ZP: Is there a poetic tradition in Taiwan?
C-LC: Mandarin Chinese is a language with a long history—one of the oldest—and it involves thousands of years of poetry writing. In Taiwan, because of the gap of martial law and the change of languages, my generation is the first to master Mandarin, written in traditional Chinese characters, so we haven’t had time to develop a poetic tradition. Recently, I have read Taiwanese poems that incorporate other spoken languages, and I admire how it reflects our diversity and history. I believe poetry is strongly bound to the land and space I’m in. Even writing in English, I have a longing for my native land.
ZP: Would you describe what led you to build the book around the word “prescribee”?
C-LC: This word matches my status. The words “prescription” and “prescriber” are common but there aren’t many words for the receiver. People who receive have less vocabulary. Being ESL, I receive a lot of messages and different information. Since my vocabulary is limited, this position feels inferior in society. We observe lots of people who announce. Who are the people who receive the announcement?
“Prescribee” is not only the person who receives medical treatment but also who receives ruling by the authorized regime, and this applies to my state growing up in Taiwan. Taiwan, as an island—like many islands in modern history—has experienced long and passed over colonization. The systems of thinking and living have been changing drastically, whenever another colonizer comes. We receive the ruling and have to adopt it. According to the Treaty of Shimonoseki, Taiwan was ceded to Japan, so we were Japanese. After Japan lost the war, according to General Order No. 1, we were given back to China, during the Republican Era.
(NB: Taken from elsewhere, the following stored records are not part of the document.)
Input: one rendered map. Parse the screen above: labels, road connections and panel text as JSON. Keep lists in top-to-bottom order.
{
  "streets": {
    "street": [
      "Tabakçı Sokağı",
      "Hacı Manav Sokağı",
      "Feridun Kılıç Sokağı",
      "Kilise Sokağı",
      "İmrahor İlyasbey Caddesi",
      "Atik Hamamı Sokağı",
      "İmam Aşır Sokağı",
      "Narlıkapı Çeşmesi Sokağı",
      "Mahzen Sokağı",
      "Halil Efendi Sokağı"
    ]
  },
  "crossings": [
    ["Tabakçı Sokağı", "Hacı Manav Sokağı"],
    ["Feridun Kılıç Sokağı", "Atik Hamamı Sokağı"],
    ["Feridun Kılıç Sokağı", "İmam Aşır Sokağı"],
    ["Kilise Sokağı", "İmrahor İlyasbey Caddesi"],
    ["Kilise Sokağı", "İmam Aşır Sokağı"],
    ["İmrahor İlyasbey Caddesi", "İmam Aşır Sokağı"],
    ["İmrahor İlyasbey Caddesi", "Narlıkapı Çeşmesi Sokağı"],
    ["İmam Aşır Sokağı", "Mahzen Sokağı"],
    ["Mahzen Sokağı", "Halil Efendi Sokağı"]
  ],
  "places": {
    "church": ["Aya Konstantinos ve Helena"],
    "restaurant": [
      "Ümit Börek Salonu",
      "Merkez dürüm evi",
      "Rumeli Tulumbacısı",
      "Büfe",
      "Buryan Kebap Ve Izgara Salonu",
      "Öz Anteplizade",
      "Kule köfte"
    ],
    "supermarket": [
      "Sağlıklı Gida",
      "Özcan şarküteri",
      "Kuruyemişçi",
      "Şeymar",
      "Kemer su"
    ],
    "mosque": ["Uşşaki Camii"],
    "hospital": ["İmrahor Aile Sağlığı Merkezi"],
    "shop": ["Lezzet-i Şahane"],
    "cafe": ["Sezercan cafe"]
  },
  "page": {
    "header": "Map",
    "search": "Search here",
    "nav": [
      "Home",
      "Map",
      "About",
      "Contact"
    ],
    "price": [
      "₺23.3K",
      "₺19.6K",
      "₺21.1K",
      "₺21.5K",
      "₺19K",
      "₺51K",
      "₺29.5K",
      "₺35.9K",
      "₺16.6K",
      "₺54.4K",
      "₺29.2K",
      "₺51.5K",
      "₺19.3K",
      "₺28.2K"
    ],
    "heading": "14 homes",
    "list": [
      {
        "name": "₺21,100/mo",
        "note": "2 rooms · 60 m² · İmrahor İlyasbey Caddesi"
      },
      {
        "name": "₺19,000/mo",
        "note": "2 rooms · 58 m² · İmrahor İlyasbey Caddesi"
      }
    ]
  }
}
We didn’t get to participate in our history. We are the protagonists in the document, but we can’t decide our fate.
As for the medical term: growing up, in a female body, I always had a voice in my head saying, “You are sick. You need treatment.” Who gave me this prescription? Then I realized, everyone around me—we’re all sick. In my grandparents’ generation, they were told they were Japanese. In my parents’ generation, they were told they were Chinese. Now, we’re not sure if we’re Taiwanese enough—or if we’re Taiwanese yet. Where are the documents that tell us who we are? Are we crazy, officially? Who can tell us if we are sick or not? What kind of medicine do we have to take to fit into the system?